Kisah Imam Al-Ghazali Tokoh Islam Berpengaruh Sepanjang Masa

Mengenal Biografi Imam Al-Ghazali, Perjalanan Menuntut Ilmu, Karya-Karya Monumental, dan Pengaruhnya dalam Peradaban Islam

Avatar photo

- Jurnalis

Jumat, 5 Juni 2026 - 04:00 WIB

facebook twitter whatsapp telegram line copy

URL berhasil dicopy

facebook icon twitter icon whatsapp icon telegram icon line icon copy

URL berhasil dicopy

Ilustrasi Imam Al Ghazali. Foto: Ilustrasi: Fauzan Kamil

Ilustrasi Imam Al Ghazali. Foto: Ilustrasi: Fauzan Kamil

Sosok Ulama Besar yang Berpengaruh

Jakarta, iNBrita.com — Imam Al-Ghazali merupakan salah satu ulama terbesar dalam sejarah Islam yang pemikiran dan karya-karyanya terus memberikan pengaruh hingga saat ini. Berkat keluasan ilmunya, ketajaman pemikirannya, serta perannya dalam membela ajaran Islam, beliau dianugerahi gelar Hujjatul Islam, yang berarti “Pembela Islam”. Gelar tersebut menunjukkan betapa besar kontribusinya dalam menjaga dan mengembangkan khazanah keilmuan Islam pada masanya.
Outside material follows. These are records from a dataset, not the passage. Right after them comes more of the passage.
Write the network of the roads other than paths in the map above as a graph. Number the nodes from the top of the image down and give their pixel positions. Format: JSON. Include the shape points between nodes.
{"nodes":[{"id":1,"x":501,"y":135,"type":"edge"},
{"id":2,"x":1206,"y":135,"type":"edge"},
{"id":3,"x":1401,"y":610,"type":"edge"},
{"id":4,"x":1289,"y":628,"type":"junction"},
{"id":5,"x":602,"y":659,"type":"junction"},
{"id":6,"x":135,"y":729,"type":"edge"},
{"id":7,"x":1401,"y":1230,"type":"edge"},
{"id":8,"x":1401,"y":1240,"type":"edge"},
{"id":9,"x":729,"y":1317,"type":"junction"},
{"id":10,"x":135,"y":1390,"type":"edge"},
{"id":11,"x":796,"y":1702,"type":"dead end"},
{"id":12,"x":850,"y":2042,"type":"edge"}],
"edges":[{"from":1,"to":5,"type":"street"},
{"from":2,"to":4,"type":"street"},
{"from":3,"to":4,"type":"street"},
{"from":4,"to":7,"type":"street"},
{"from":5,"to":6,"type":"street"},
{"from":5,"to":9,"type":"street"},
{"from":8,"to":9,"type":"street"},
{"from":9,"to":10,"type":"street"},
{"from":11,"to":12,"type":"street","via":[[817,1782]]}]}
Nama lengkap Imam Al-Ghazali adalah Muhammad bin Muhammad bin Muhammad bin Ahmad ath-Thusi. Beliau juga dikenal dengan kunyah Abu Hamid, sementara masyarakat Barat mengenalnya dengan nama Algazel. Selain itu, Al-Ghazali memperoleh berbagai gelar kehormatan lainnya, seperti Al-Imam, Zainul Abidin, A’jubah az-Zaman, dan Al-Bahr. Berbagai julukan tersebut mencerminkan kedudukan istimewa yang beliau miliki di tengah masyarakat dan para ulama.
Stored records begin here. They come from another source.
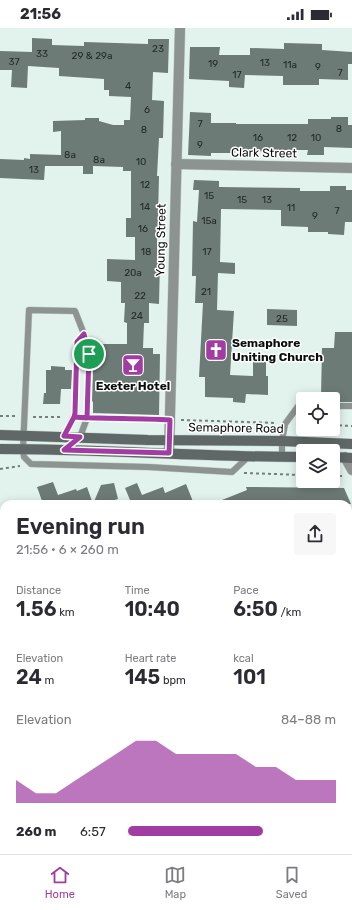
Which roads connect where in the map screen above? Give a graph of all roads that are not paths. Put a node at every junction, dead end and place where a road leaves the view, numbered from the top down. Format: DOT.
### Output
graph roads {
  1 [pos="180,28"];
  2 [pos="176,164"];
  3 [pos="352,168"];
  4 [pos="84,334"];
  5 [pos="340,406"];
  6 [pos="352,406"];
  7 [pos="296,409"];
  8 [pos="0,435"];
  9 [pos="24,435"];
  10 [pos="64,436"];
  11 [pos="80,437"];
  12 [pos="170,439"];
  13 [pos="282,442"];
  14 [pos="350,446"];
  15 [pos="0,449"];
  16 [pos="23,449"];
  17 [pos="64,450"];
  18 [pos="169,453"];
  19 [pos="248,457"];
  20 [pos="282,457"];
  21 [pos="296,457"];
  22 [pos="349,457"];
  23 [pos="352,470"];
  1 -- 2 [label="street, Young Street"];
  2 -- 3 [label="street, Clark Street"];
  2 -- 12 [label="street, Young Street"];
  4 -- 9 [label="lane"];
  4 -- 10 [label="lane"];
  4 -- 11 [label="lane"];
  5 -- 6 [label="lane"];
  7 -- 13 [label="lane"];
  8 -- 9 [label="main road, Semaphore Road"];
  9 -- 10 [label="main road, Semaphore Road"];
  9 -- 16 [label="lane"];
  10 -- 11 [label="main road, Semaphore Road"];
  11 -- 12 [label="main road, Semaphore Road"];
  11 -- 17 [label="lane"];
  12 -- 13 [label="main road, Semaphore Road"];
  12 -- 18 [label="street, Young Street"];
  13 -- 14 [label="main road, Semaphore Road"];
  13 -- 20 [label="lane"];
  15 -- 16 [label="main road"];
  16 -- 17 [label="main road"];
  16 -- 19 [label="lane"];
  17 -- 18 [label="main road"];
  18 -- 19 [label="main road"];
  19 -- 20 [label="main road"];
  20 -- 21 [label="main road"];
  22 -- 23 [label="street"];
}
Lahir dari Keluarga Sederhana yang Mencintai Ilmu

Imam Al-Ghazali lahir pada tahun 450 Hijriah atau 1058 Masehi di kota Thus, wilayah Khurasan, Persia, yang kini termasuk bagian dari Iran. Pada masa itu, daerah tersebut sedang menghadapi kondisi yang cukup sulit akibat kekeringan yang berkepanjangan. Meskipun demikian, Al-Ghazali tumbuh dalam lingkungan keluarga yang menjunjung tinggi nilai-nilai agama dan kecintaan terhadap ilmu pengetahuan.

Ayah Al-Ghazali bekerja sebagai pengrajin sekaligus penjual wol dengan penghasilan yang sederhana. Namun, keterbatasan ekonomi tidak menghalangi beliau untuk menjalani kehidupan yang penuh ketakwaan.  Selain bekerja, ia juga gemar menghadiri majelis ilmu dan bergaul dengan para ulama. Bahkan, ia kerap memanjatkan doa agar kelak memiliki anak yang menjadi ahli agama dan memberikan manfaat bagi umat Islam.
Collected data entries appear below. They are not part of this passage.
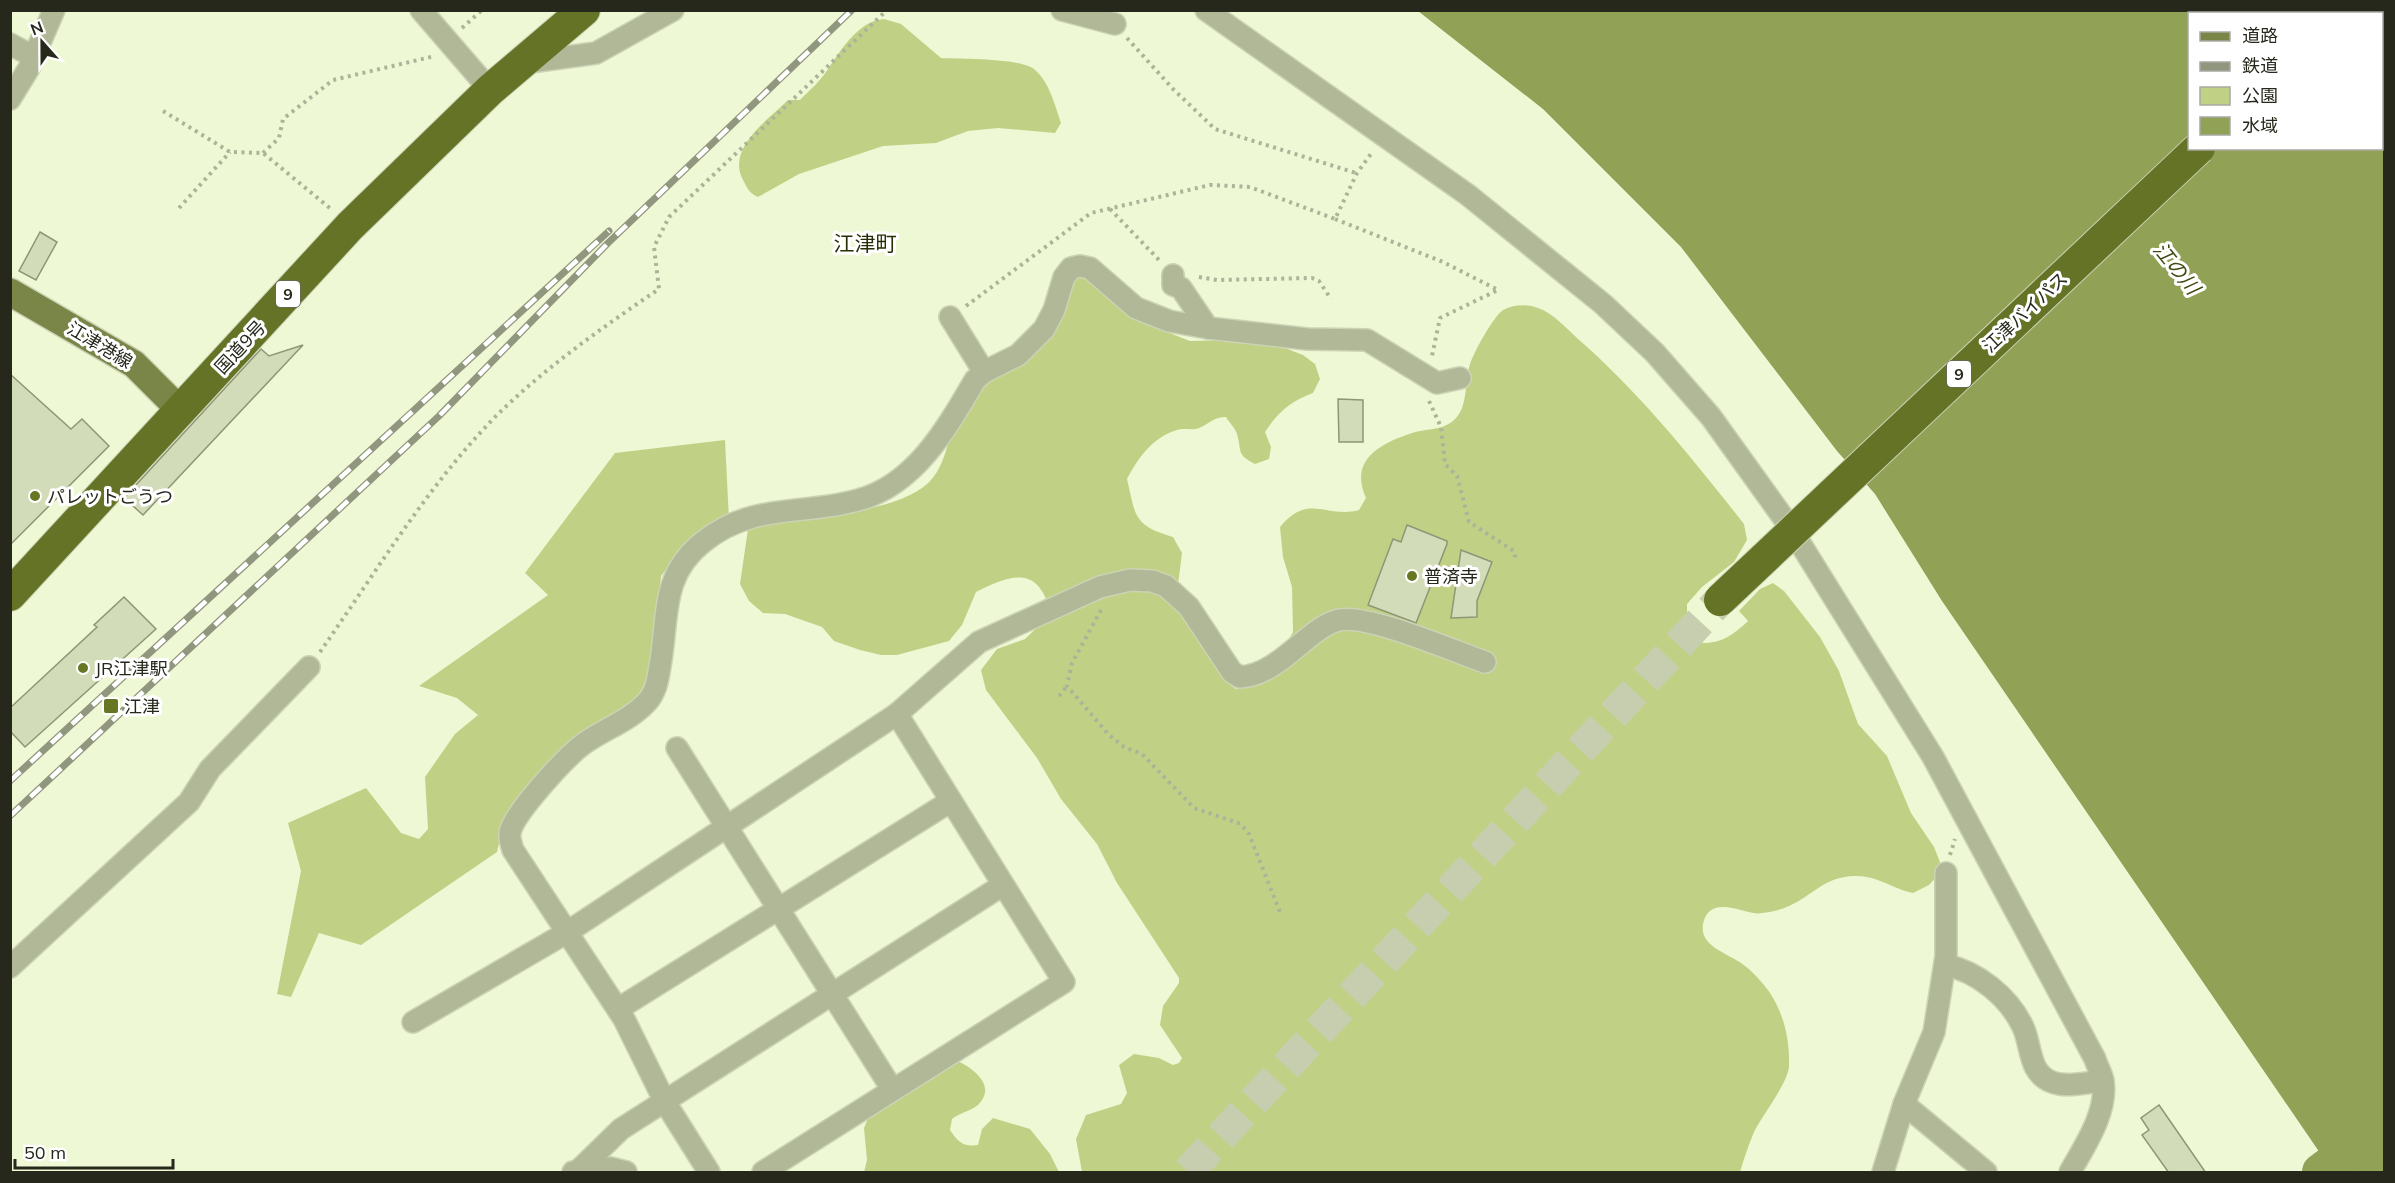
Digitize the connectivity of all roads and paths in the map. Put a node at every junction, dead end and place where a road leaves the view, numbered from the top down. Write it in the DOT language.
graph roads {
  1 [pos="54,10"];
  2 [pos="421,10"];
  3 [pos="482,10"];
  4 [pos="584,10"];
  5 [pos="673,10"];
  6 [pos="887,10"];
  7 [pos="1062,10"];
  8 [pos="1206,10"];
  9 [pos="1115,24"];
  10 [pos="10,44"];
  11 [pos="451,45"];
  12 [pos="34,57"];
  13 [pos="522,63"];
  14 [pos="490,90"];
  15 [pos="10,99"];
  16 [pos="163,111"];
  17 [pos="1384,135"];
  18 [pos="2197,150"];
  19 [pos="230,152"];
  20 [pos="263,153"];
  21 [pos="1357,173"];
  22 [pos="179,208"];
  23 [pos="1109,209"];
  24 [pos="2128,216"];
  25 [pos="1335,219"];
  26 [pos="350,226"];
  27 [pos="2088,253"];
  28 [pos="1173,275"];
  29 [pos="10,292"];
  30 [pos="1331,299"];
  31 [pos="950,317"];
  32 [pos="1208,328"];
  33 [pos="984,372"];
  34 [pos="1460,378"];
  35 [pos="1432,380"];
  36 [pos="181,411"];
  37 [pos="1798,520"];
  38 [pos="1516,561"];
  39 [pos="1110,585"];
  40 [pos="10,596"];
  41 [pos="1720,600"];
  42 [pos="1485,662"];
  43 [pos="309,667"];
  44 [pos="1067,686"];
  45 [pos="1059,696"];
  46 [pos="897,714"];
  47 [pos="676,748"];
  48 [pos="951,801"];
  49 [pos="726,827"];
  50 [pos="1946,873"];
  51 [pos="1003,885"];
  52 [pos="778,909"];
  53 [pos="1280,912"];
  54 [pos="566,933"];
  55 [pos="1945,965"];
  56 [pos="10,967"];
  57 [pos="833,996"];
  58 [pos="618,1009"];
  59 [pos="413,1022"];
  60 [pos="2103,1081"];
  61 [pos="892,1089"];
  62 [pos="664,1102"];
  63 [pos="1904,1104"];
  64 [pos="618,1170"];
  65 [pos="575,1172"];
  66 [pos="709,1173"];
  67 [pos="763,1173"];
  68 [pos="1883,1173"];
  69 [pos="1986,1173"];
  70 [pos="2070,1173"];
  1 -- 12 [label="street"];
  2 -- 11 [label="street"];
  3 -- 11 [label="path"];
  4 -- 13 [label="highway, 国道9号 / 9"];
  5 -- 13 [label="street"];
  6 -- 43 [label="path"];
  7 -- 9 [label="street"];
  8 -- 17 [label="street"];
  9 -- 21 [label="path"];
  10 -- 12 [label="street"];
  11 -- 14 [label="street"];
  11 -- 20 [label="path"];
  12 -- 15 [label="street"];
  13 -- 14 [label="highway, 国道9号 / 9"];
  14 -- 26 [label="highway, 国道9号 / 9"];
  16 -- 19 [label="path"];
  17 -- 21 [label="path"];
  17 -- 37 [label="street"];
  18 -- 24 [label="highway, bridge"];
  19 -- 20 [label="path"];
  19 -- 22 [label="path"];
  20 -- 26 [label="path"];
  21 -- 25 [label="path"];
  23 -- 25 [label="path"];
  23 -- 28 [label="path"];
  23 -- 31 [label="path"];
  24 -- 27 [label="street, bridge"];
  25 -- 35 [label="path"];
  26 -- 36 [label="highway, 国道9号 / 9"];
  27 -- 37 [label="street, bridge"];
  27 -- 41 [label="highway, 江津バイパス / 9, bridge"];
  28 -- 30 [label="path"];
  28 -- 32 [label="street"];
  29 -- 36 [label="main road, 江津港線"];
  31 -- 33 [label="street"];
  32 -- 33 [label="street"];
  32 -- 35 [label="street"];
  33 -- 54 [label="street"];
  34 -- 35 [label="street"];
  35 -- 38 [label="path"];
  36 -- 40 [label="highway, 国道9号 / 9"];
  37 -- 60 [label="street"];
  39 -- 42 [label="street"];
  39 -- 44 [label="path"];
  39 -- 46 [label="street"];
  43 -- 56 [label="street"];
  44 -- 45 [label="path"];
  44 -- 53 [label="path"];
  46 -- 48 [label="street"];
  46 -- 49 [label="street"];
  47 -- 49 [label="street"];
  48 -- 51 [label="street"];
  48 -- 52 [label="street"];
  49 -- 52 [label="street"];
  49 -- 54 [label="street"];
  50 -- 55 [label="street"];
  51 -- 57 [label="street"];
  51 -- 61 [label="street"];
  52 -- 57 [label="street"];
  52 -- 58 [label="street"];
  54 -- 58 [label="street"];
  54 -- 59 [label="street"];
  55 -- 60 [label="street"];
  55 -- 63 [label="street"];
  57 -- 61 [label="street"];
  57 -- 62 [label="street"];
  58 -- 62 [label="street"];
  60 -- 70 [label="street"];
  61 -- 67 [label="street"];
  62 -- 65 [label="street"];
  62 -- 66 [label="street"];
  63 -- 68 [label="street"];
  63 -- 69 [label="street"];
  64 -- 65 [label="street"];
}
Sebelum meninggal dunia, ayah Al-Ghazali menitipkan beliau dan saudaranya kepada seorang sahabat yang saleh agar keduanya tetap memperoleh pendidikan yang layak. Setelah seluruh harta peninggalan keluarga habis digunakan untuk memenuhi kebutuhan hidup dan pendidikan mereka, sahabat tersebut menyarankan agar keduanya melanjutkan belajar di madrasah. Dengan demikian, mereka tetap dapat menuntut ilmu sekaligus memperoleh kebutuhan hidup sehari-hari.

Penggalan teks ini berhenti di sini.